● WHAT YOU HAVE TO DO:
Your task is to copy each line in the listing that includes the word "Arnold".

___ DATA TO PROCESS

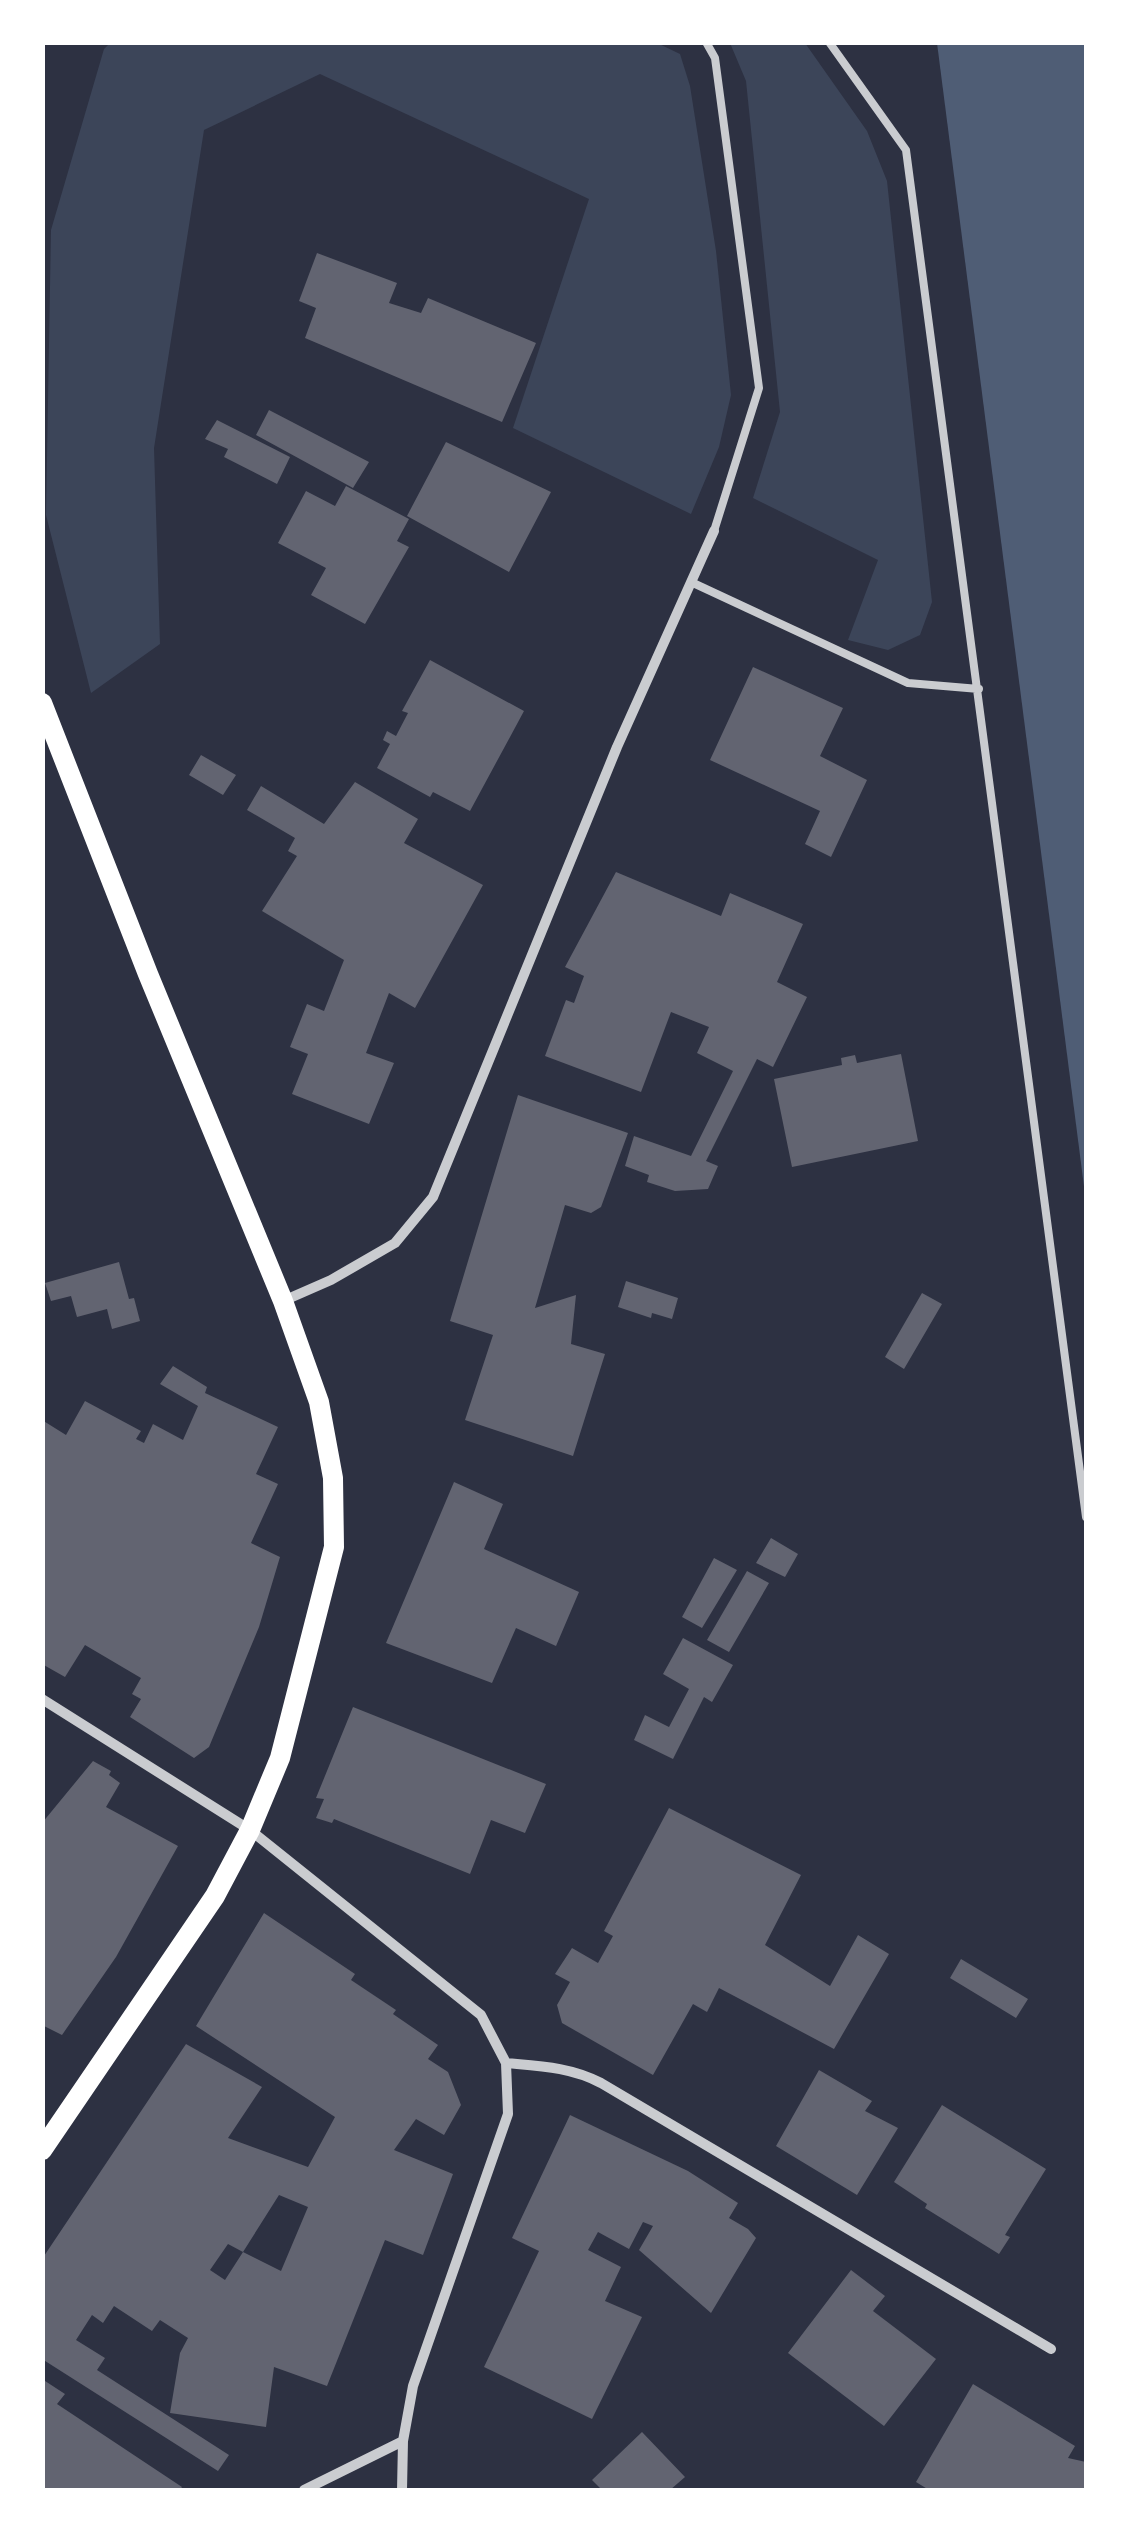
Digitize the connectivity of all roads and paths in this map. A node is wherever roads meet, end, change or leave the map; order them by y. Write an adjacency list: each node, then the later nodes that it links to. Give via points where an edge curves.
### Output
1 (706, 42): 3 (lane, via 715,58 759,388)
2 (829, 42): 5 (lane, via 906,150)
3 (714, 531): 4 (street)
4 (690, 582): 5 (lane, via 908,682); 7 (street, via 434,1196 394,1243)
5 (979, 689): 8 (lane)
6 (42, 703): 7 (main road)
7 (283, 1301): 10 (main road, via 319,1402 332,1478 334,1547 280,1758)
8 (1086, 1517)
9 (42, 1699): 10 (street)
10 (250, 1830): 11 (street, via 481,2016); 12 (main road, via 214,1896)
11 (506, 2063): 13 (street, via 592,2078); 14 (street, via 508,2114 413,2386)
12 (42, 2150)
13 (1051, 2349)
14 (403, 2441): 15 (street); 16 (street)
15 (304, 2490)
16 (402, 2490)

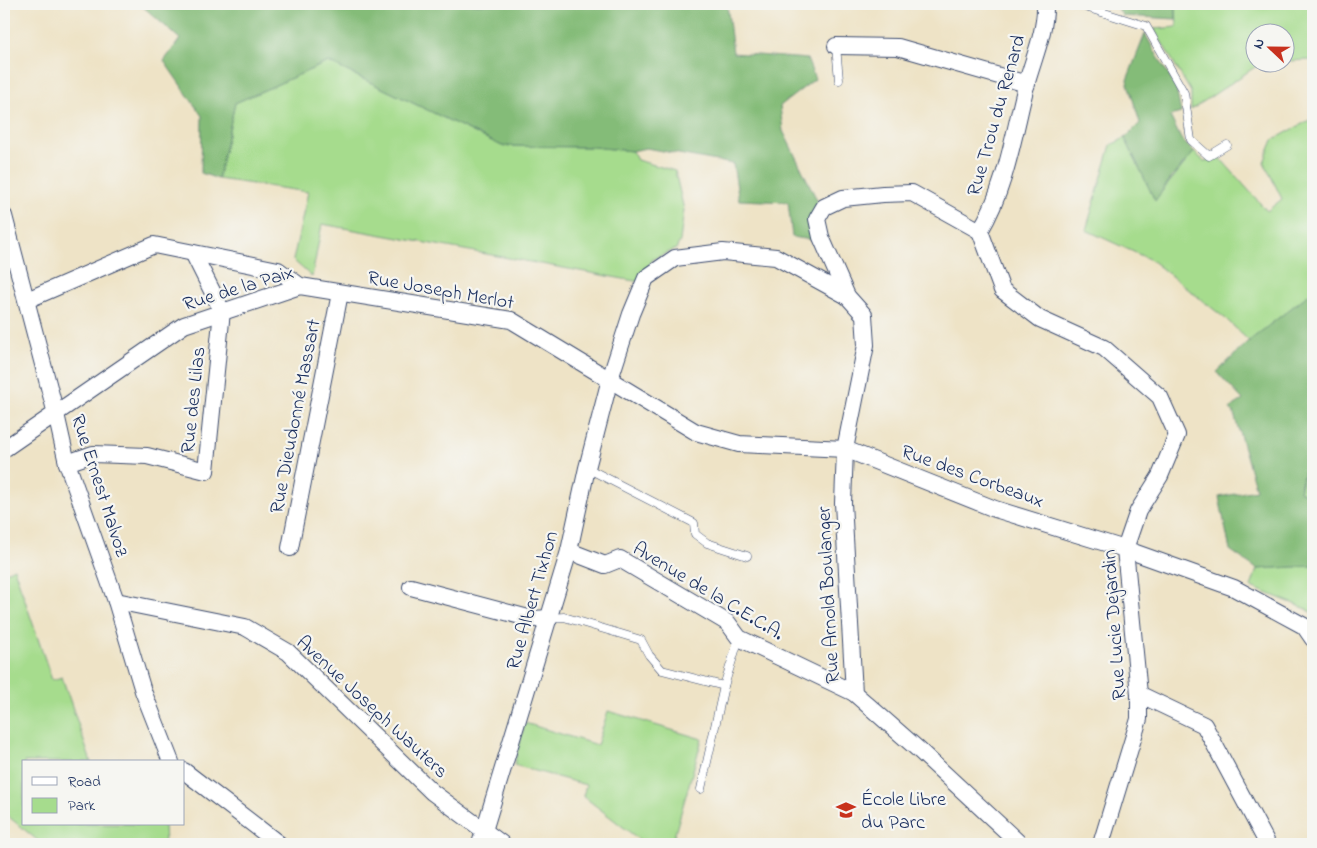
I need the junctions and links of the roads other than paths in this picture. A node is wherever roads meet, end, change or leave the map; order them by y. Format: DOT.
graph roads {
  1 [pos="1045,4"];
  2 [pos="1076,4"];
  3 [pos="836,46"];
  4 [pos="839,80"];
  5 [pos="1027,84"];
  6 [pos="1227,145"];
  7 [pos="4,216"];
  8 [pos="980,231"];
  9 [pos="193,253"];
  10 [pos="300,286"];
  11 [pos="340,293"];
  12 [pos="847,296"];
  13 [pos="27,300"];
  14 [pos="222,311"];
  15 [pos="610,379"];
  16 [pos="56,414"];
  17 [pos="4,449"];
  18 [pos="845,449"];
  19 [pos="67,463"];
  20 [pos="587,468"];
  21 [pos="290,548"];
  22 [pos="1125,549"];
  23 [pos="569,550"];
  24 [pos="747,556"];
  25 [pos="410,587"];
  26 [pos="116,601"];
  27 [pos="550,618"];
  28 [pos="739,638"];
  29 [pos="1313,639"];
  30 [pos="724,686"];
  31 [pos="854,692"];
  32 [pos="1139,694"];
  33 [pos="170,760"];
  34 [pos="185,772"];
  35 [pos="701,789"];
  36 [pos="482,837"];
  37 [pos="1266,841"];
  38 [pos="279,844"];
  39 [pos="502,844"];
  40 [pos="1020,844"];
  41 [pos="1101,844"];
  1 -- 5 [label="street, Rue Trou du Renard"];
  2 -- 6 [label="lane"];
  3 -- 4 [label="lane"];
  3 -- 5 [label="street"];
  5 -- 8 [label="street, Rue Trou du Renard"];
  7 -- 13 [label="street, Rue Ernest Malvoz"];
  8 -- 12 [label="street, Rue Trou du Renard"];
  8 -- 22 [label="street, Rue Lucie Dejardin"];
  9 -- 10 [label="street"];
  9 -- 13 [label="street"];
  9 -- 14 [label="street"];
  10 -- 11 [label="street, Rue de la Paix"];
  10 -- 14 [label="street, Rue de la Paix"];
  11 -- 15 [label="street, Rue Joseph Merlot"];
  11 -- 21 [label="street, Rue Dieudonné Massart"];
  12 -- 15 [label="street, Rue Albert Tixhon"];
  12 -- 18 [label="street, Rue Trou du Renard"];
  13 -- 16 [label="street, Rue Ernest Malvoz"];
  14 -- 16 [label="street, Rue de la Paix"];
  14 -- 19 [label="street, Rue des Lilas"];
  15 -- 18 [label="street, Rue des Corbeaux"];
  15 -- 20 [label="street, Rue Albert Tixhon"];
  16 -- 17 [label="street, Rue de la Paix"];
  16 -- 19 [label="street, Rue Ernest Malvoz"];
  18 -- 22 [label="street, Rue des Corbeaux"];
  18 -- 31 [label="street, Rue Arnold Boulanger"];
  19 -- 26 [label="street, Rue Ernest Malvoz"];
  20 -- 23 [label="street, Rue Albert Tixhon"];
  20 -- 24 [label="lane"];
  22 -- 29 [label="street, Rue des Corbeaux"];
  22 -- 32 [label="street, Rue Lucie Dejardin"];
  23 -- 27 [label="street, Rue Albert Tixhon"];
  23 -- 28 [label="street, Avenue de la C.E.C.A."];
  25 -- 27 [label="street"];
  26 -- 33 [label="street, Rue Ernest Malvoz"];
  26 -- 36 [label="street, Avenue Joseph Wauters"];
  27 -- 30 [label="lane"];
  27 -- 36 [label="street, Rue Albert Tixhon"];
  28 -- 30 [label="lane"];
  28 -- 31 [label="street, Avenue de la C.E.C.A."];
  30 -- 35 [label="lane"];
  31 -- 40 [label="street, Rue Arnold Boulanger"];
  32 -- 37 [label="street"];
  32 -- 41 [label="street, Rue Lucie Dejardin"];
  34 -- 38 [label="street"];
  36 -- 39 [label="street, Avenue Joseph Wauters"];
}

______

● RESULT:
  18 -- 31 [label="street, Rue Arnold Boulanger"];
  31 -- 40 [label="street, Rue Arnold Boulanger"];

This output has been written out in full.